Dozens of local nonprofits will be able to grow staff and offer more programs and services thanks to new grants from the San Antonio Area Foundation.

The Area Foundation is awarding 98 local nonprofits $3 million annually for its latest three-year funding cycle (2023-2025) – making in total a $9 million investment in the community. Grants are disbursed to nonprofits working in the Area Foundation’s four main impact areas – Cultural Vibrancy, Successful Aging, Youth Success and Livable and Resilient Communities.

Serving as our region’s most trusted and impactful philanthropic leader, the Area Foundation has embarked on a new five-year strategic plan that includes a new mission and vision reflecting the organization’s shift toward increasing diversity and equity in its grantmaking.
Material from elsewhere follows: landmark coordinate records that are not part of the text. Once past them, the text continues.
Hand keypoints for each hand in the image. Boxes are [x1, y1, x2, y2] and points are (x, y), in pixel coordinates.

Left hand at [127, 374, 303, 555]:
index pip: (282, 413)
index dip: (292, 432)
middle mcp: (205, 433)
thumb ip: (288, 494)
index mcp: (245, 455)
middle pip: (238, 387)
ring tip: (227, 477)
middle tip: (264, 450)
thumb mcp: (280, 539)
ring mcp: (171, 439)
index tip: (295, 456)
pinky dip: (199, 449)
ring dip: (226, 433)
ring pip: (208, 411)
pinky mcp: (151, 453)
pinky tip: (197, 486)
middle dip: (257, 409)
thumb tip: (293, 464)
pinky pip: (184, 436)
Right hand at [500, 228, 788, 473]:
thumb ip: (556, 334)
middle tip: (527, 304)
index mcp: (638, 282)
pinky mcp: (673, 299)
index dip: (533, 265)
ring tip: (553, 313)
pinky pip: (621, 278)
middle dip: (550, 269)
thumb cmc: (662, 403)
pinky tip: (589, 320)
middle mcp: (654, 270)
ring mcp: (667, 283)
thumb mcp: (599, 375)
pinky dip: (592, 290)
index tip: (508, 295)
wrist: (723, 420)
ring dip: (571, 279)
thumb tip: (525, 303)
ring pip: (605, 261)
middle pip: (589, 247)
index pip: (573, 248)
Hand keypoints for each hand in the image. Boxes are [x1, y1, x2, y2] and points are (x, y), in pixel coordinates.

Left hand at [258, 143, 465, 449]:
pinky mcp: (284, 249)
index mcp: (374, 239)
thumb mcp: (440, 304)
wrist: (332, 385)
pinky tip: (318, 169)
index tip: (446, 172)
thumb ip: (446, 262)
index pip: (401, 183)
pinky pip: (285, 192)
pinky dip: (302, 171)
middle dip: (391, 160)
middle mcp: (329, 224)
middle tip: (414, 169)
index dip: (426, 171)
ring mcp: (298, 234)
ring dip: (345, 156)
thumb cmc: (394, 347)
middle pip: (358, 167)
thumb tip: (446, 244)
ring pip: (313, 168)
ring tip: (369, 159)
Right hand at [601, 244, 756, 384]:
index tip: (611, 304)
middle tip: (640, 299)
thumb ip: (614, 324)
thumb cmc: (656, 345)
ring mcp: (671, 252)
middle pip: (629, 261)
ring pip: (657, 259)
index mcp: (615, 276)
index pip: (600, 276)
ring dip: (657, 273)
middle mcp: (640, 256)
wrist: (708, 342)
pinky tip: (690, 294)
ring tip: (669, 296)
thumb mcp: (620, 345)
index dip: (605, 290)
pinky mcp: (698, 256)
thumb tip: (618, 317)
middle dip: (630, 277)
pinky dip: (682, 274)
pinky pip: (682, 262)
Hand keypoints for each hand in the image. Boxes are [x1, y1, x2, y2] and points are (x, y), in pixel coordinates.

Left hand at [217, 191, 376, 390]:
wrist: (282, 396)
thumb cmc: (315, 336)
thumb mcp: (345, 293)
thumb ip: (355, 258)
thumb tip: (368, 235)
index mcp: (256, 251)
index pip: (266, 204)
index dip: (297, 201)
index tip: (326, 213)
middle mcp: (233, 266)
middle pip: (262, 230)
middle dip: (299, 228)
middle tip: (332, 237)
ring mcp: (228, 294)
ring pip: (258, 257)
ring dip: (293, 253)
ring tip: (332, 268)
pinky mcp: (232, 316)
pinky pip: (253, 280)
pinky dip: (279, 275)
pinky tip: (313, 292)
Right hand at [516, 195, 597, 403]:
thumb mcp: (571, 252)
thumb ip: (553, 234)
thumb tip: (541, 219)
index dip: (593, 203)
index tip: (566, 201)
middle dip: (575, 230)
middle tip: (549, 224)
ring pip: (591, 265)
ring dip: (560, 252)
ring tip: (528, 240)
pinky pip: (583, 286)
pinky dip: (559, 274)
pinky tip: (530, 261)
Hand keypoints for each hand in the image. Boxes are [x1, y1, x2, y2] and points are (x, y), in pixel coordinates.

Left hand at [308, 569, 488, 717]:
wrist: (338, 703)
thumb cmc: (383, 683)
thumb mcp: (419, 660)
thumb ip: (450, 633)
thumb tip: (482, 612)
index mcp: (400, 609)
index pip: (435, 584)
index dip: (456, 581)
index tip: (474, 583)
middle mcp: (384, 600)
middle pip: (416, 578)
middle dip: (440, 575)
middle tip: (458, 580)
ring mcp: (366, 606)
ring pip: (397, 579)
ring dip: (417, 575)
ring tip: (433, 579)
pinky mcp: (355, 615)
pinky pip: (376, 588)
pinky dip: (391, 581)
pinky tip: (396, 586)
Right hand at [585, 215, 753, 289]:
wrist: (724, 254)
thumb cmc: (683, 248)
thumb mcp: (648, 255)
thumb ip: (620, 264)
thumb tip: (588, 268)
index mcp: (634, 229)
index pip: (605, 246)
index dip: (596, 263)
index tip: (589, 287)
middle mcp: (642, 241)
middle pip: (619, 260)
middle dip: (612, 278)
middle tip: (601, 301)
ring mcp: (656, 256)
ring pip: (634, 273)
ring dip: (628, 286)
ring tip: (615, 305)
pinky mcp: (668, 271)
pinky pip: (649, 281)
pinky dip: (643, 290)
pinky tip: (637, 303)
“We’re making an unprecedented effort on our end to help those most in need in our community,” explained Stephanie LaFroscia, the Area Foundation’s Director of Grants and Community Engagement. “We’re proud to support nonprofits whose programs help people in our city to succeed in life regardless of their zip code.”
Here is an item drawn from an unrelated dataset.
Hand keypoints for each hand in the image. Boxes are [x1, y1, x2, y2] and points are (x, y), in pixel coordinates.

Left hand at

That effort includes intentional decision-making such as offering more grant opportunities to small nonprofits serving San Antonio’s lowest-income areas. From the 2023-2025 grantee pool, 26 percent are first-time recipients and 84 percent work in one of the city’s 17 zip codes with the highest poverty rates. Nearly one-third have annual budgets lower than $250,000, deepening the Area Foundation’s reach in the community by serving nonprofits of all sizes.
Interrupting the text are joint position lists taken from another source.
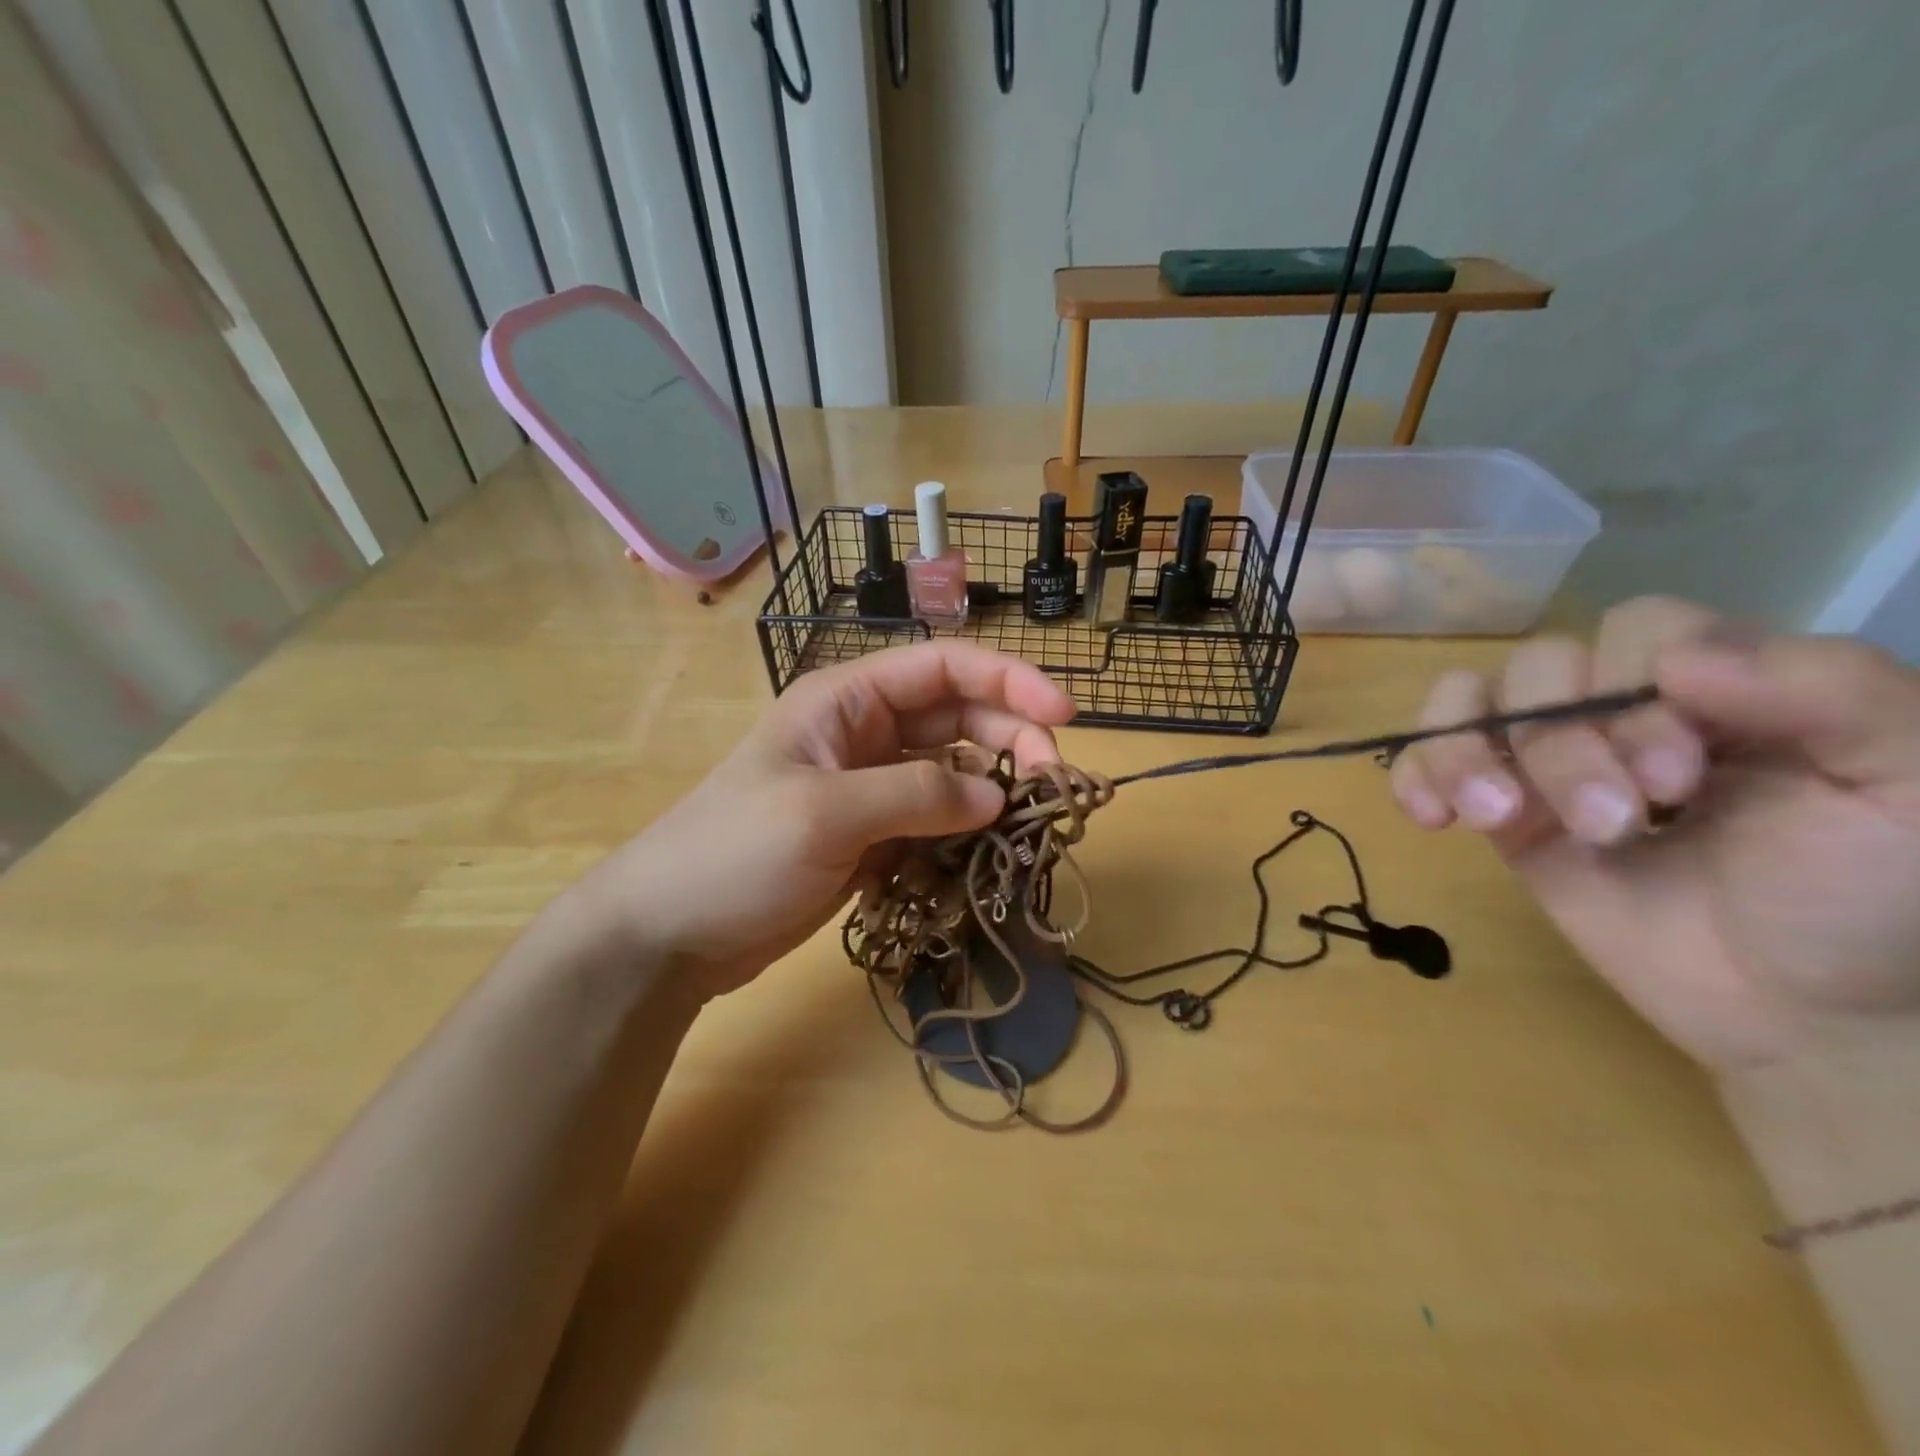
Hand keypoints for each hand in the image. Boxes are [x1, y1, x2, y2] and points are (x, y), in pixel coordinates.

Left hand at [572, 642, 1075, 1001]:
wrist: (670, 934)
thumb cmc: (733, 854)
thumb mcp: (825, 814)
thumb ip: (917, 796)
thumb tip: (997, 800)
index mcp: (848, 700)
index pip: (943, 668)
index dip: (1009, 682)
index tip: (1065, 715)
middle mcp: (864, 733)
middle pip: (958, 718)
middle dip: (1011, 740)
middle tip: (1053, 784)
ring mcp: (869, 788)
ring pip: (953, 773)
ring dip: (994, 791)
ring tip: (1029, 824)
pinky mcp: (871, 837)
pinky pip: (935, 822)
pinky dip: (966, 833)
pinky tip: (986, 856)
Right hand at [1388, 596, 1919, 1072]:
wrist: (1796, 1012)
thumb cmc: (1867, 898)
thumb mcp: (1907, 785)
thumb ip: (1832, 692)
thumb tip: (1677, 659)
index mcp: (1717, 683)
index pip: (1636, 630)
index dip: (1632, 687)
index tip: (1676, 782)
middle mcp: (1621, 708)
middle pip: (1539, 668)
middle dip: (1560, 744)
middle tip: (1610, 824)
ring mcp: (1547, 761)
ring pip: (1467, 703)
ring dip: (1466, 753)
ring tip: (1494, 818)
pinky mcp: (1501, 813)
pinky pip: (1425, 762)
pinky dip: (1416, 775)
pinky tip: (1431, 817)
One of those grantees is Fuerza Unida, founded and managed by former workers left unemployed when a Levi Strauss factory closed in 1990 on San Antonio’s South Side. “We’re extremely grateful,” said Petra Mata, Fuerza Unida’s Executive Director. “Without this funding, things would still be as hard as they were before – this has helped us not just economically but also psychologically, giving us a badly-needed mental boost.”

The Area Foundation’s grantmaking team does not actually select grant recipients – they make recommendations to Community Advisory Committees, made up of community volunteers who make the final selections.